• **Your instructions**: The copy you give must match the records exactly, except that it holds no images.

• **Data extract**:

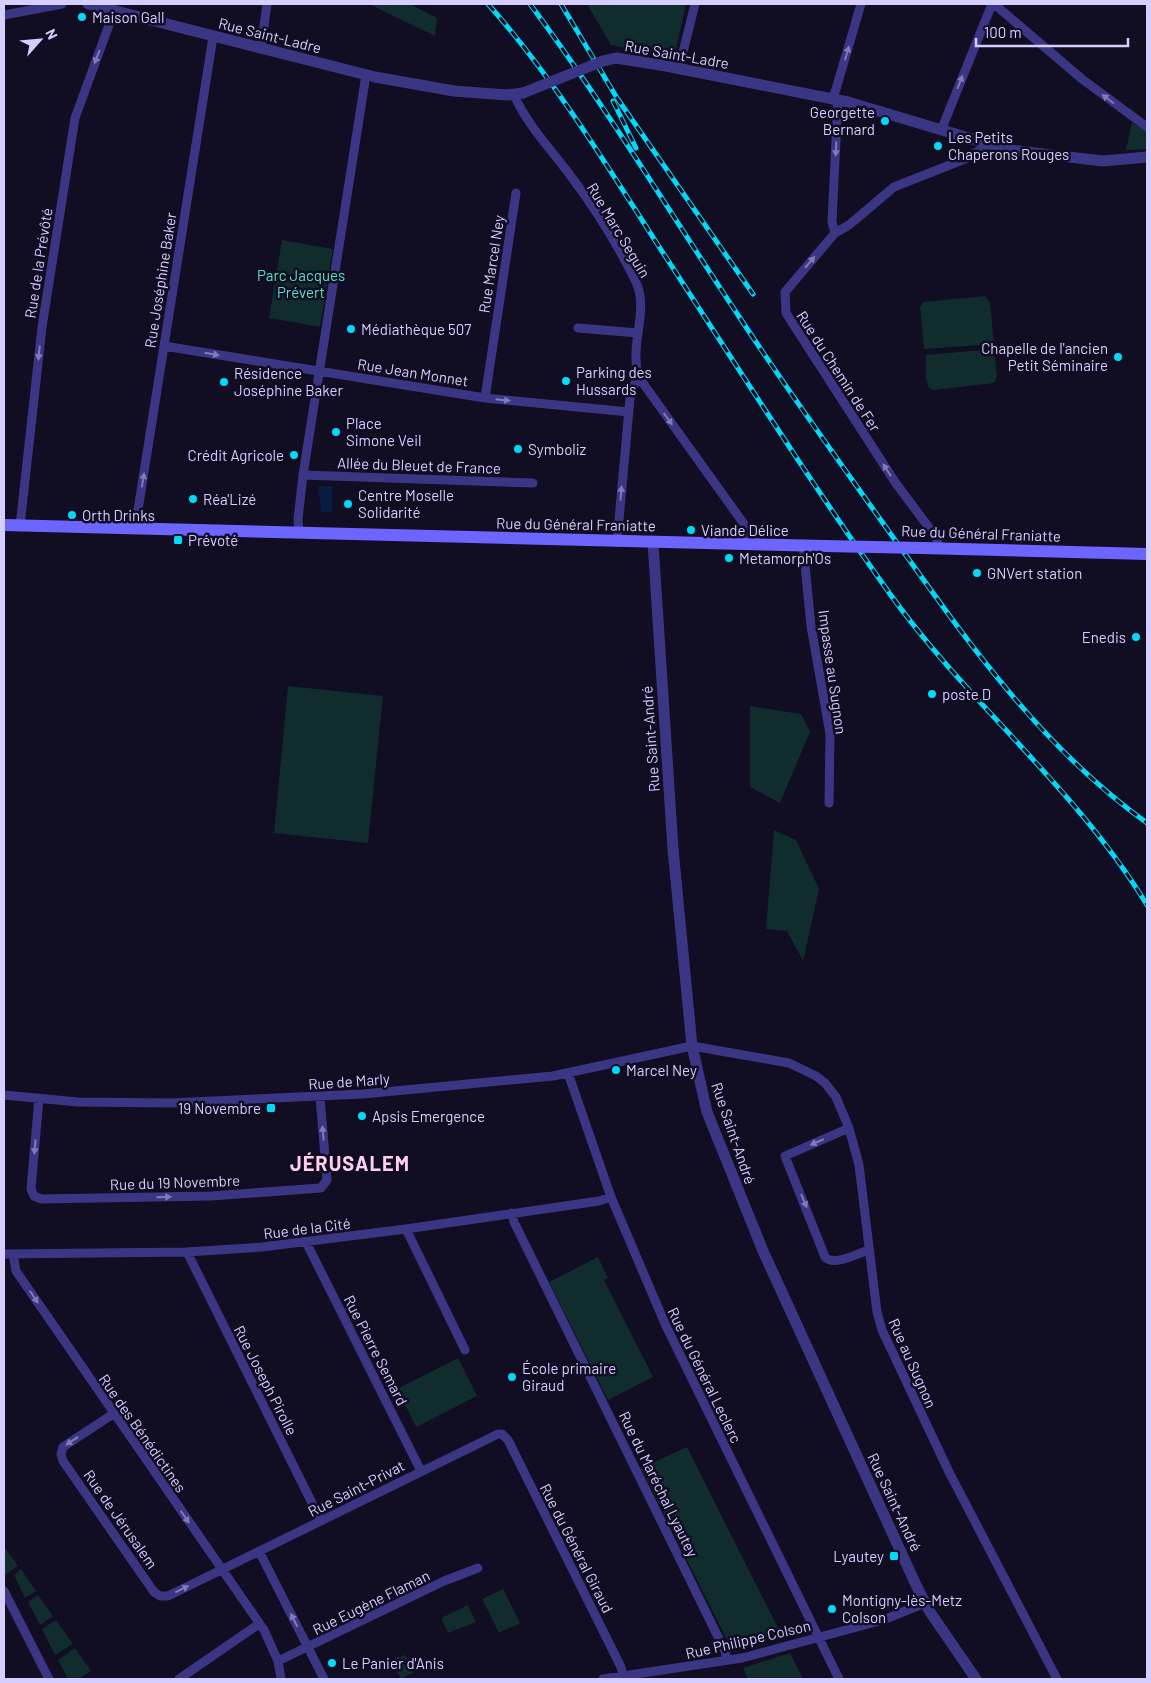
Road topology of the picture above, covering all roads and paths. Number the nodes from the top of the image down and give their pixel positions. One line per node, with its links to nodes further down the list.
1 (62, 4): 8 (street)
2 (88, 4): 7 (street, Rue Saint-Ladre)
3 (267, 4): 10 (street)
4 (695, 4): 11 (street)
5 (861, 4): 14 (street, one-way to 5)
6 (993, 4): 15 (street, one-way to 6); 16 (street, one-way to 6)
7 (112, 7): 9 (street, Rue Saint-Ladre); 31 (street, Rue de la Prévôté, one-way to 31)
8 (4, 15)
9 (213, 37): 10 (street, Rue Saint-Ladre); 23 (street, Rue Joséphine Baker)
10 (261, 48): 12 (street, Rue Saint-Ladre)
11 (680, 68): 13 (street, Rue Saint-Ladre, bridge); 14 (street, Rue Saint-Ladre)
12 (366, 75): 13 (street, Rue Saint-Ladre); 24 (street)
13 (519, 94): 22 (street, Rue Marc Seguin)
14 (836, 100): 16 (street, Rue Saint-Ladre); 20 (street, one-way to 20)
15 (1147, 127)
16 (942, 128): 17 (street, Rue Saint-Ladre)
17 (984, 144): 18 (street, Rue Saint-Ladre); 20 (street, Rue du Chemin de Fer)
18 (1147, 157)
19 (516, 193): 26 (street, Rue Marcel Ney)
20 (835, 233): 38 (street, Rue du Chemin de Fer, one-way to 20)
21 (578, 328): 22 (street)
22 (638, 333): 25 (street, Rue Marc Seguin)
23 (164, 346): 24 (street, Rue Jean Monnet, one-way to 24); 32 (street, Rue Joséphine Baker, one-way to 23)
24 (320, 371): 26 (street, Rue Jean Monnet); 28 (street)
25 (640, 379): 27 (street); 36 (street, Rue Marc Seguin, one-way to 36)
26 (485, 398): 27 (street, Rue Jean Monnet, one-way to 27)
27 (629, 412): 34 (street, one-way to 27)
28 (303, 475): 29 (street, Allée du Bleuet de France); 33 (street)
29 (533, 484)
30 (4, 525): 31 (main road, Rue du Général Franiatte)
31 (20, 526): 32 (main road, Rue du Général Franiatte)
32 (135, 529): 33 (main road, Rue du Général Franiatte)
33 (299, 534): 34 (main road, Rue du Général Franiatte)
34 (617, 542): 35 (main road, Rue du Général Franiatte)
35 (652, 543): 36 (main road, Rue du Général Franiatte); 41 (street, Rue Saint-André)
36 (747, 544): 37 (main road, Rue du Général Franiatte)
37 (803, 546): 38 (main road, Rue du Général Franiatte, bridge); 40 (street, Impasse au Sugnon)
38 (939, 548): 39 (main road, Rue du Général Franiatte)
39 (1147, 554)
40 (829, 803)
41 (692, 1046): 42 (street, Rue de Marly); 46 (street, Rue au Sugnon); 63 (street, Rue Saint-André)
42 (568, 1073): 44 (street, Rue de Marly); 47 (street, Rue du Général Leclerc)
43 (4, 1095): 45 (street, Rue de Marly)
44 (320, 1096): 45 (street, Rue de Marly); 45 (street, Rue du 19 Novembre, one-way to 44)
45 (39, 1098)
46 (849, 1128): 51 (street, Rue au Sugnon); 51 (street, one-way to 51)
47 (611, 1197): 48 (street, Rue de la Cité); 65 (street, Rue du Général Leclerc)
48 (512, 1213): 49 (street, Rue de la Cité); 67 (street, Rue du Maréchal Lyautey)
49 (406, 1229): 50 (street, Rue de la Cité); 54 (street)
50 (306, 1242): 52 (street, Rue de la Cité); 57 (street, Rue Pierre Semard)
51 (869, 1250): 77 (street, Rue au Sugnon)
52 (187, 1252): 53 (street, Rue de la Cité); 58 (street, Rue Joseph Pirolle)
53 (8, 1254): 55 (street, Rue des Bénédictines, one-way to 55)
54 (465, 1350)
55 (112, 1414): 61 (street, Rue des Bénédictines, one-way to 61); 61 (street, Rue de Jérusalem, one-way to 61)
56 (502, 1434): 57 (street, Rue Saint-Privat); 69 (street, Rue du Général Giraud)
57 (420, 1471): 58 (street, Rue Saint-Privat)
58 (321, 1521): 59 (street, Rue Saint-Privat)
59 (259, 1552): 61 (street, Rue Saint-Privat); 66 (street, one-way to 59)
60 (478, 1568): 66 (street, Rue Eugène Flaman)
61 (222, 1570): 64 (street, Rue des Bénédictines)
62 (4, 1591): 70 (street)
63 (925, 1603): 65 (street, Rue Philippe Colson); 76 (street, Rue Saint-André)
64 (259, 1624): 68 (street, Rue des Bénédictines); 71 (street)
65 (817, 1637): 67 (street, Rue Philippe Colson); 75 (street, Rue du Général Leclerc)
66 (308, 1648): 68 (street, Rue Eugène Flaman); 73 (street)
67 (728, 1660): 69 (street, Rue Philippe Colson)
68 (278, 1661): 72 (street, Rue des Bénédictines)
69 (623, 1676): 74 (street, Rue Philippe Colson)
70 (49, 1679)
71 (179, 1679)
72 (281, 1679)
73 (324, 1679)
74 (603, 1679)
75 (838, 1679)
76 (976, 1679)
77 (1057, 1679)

• **Task answer**:
Road topology of the picture above, covering all roads and paths. Number the nodes from the top of the image down and give their pixel positions. One line per node, with its links to nodes further down the list.
1 (62, 4): 8 (street)
2 (88, 4): 7 (street, Rue Saint-Ladre)
3 (267, 4): 10 (street)
4 (695, 4): 11 (street)
5 (861, 4): 14 (street, one-way to 5)
6 (993, 4): 15 (street, one-way to 6); 16 (street, one-way to 6)
7 (112, 7): 9 (street, Rue Saint-Ladre); 31 (street, Rue de la Prévôté, one-way to 31)
8 (4, 15)
9 (213, 37): 10 (street, Rue Saint-Ladre); 23 (street, Rue Joséphine Baker)
10 (261, 48): 12 (street, Rue Saint-Ladre)
11 (680, 68): 13 (street, Rue Saint-Ladre, bridge); 14 (street, Rue Saint-Ladre)
12 (366, 75): 13 (street, Rue Saint-Ladre); 24 (street)
13 (519, 94): 22 (street, Rue Marc Seguin)
14 (836, 100): 16 (street, Rue Saint-Ladre); 20 (street, one-way to 20)
15 (1147, 127)
16 (942, 128): 17 (street, Rue Saint-Ladre)
17 (984, 144): 18 (street, Rue Saint-Ladre); 20 (street, Rue du Chemin de Fer)
18 (1147, 157)
19 (516, 193): 26 (street, Rue Marcel Ney)
20 (835, 233): 38 (street, Rue du Chemin de Fer, one-way to 20)
21 (578, 328): 22 (street)
22 (638, 333): 25 (street, Rue Marc Seguin)
23 (164, 346): 24 (street, Rue Jean Monnet, one-way to 24); 32 (street, Rue Joséphine Baker, one-way to 23)
24 (320, 371): 26 (street, Rue Jean Monnet); 28 (street)
25 (640, 379): 27 (street); 36 (street, Rue Marc Seguin, one-way to 36)
26 (485, 398): 27 (street, Rue Jean Monnet, one-way to 27)
27 (629, 412): 34 (street, one-way to 27)
28 (303, 475): 29 (street, Allée du Bleuet de France); 33 (street)
29 (533, 484)
30 (4, 525): 31 (main road, Rue du Général Franiatte)
31 (20, 526): 32 (main road, Rue du Général Franiatte)
32 (135, 529): 33 (main road, Rue du Général Franiatte)
33 (299, 534): 34 (main road, Rue du Général Franiatte)
34 (617, 542): 35 (main road, Rue du Général Franiatte)
35 (652, 543): 36 (main road, Rue du Général Franiatte); 41 (street, Rue Saint-André)
36 (747, 544): 37 (main road, Rue du Général Franiatte)
37 (803, 546): 38 (main road, Rue du Général Franiatte, bridge); 40 (street, Impasse au Sugnon)
38 (939, 548): 39 (main road, Rue du Général Franiatte)
39 (1147, 554)
40 (829, 803)
41 (692, 1046): 42 (street, Rue de Marly); 46 (street, Rue au Sugnon); 63 (street, Rue Saint-André)
42 (568, 1073): 44 (street, Rue de Marly); 47 (street, Rue du Général Leclerc)
43 (4, 1095): 45 (street, Rue de Marly)
44 (320, 1096): 45 (street, Rue de Marly); 45 (street, Rue du 19 Novembre, one-way to 44)
45 (39, 1098)
46 (849, 1128): 51 (street, Rue au Sugnon); 51 (street, one-way to 51)
47 (611, 1197): 48 (street, Rue de la Cité); 65 (street, Rue du Général Leclerc)
48 (512, 1213): 49 (street, Rue de la Cité); 67 (street, Rue du Maréchal Lyautey)
49 (406, 1229): 50 (street, Rue de la Cité); 54 (street)
50 (306, 1242): 52 (street, Rue de la Cité); 57 (street, Rue Pierre Semard)
51 (869, 1250): 77 (street, Rue au Sugnon)
52 (187, 1252): 53 (street, Rue de la Cité); 58 (street, Rue Joseph Pirolle)
53 (8, 1254): 55 (street, Rue des Bénédictines, one-way to 55)
54 (465, 1350)
55 (112, 1414): 61 (street, Rue des Bénédictines, one-way to 61); 61 (street, Rue de Jérusalem, one-way to 61)
56 (502, 1434): 57 (street, Rue Saint-Privat); 69 (street, Rue du Général Giraud)
57 (420, 1471): 58 (street, Rue Saint-Privat)
58 (321, 1521): 59 (street, Rue Saint-Privat)
59 (259, 1552): 61 (street, Rue Saint-Privat); 66 (street, one-way to 59)
60 (478, 1568): 66 (street, Rue Eugène Flaman)
61 (222, 1570): 64 (street, Rue des Bénédictines)
62 (4, 1591): 70 (street)
63 (925, 1603): 65 (street, Rue Philippe Colson); 76 (street, Rue Saint-André)
64 (259, 1624): 68 (street, Rue des Bénédictines); 71 (street)
65 (817, 1637): 67 (street, Rue Philippe Colson); 75 (street, Rue du Général Leclerc)
66 (308, 1648): 68 (street, Rue Eugène Flaman); 73 (street)
67 (728, 1660): 69 (street, Rue Philippe Colson)
68 (278, 1661): 72 (street, Rue des Bénédictines)
69 (623, 1676): 74 (street, Rue Philippe Colson)
70 (49, 1679)
71 (179, 1679)
72 (281, 1679)
73 (324, 1679)
74 (603, 1679)
75 (838, 1679)
76 (976, 1679)
77 (1057, 1679)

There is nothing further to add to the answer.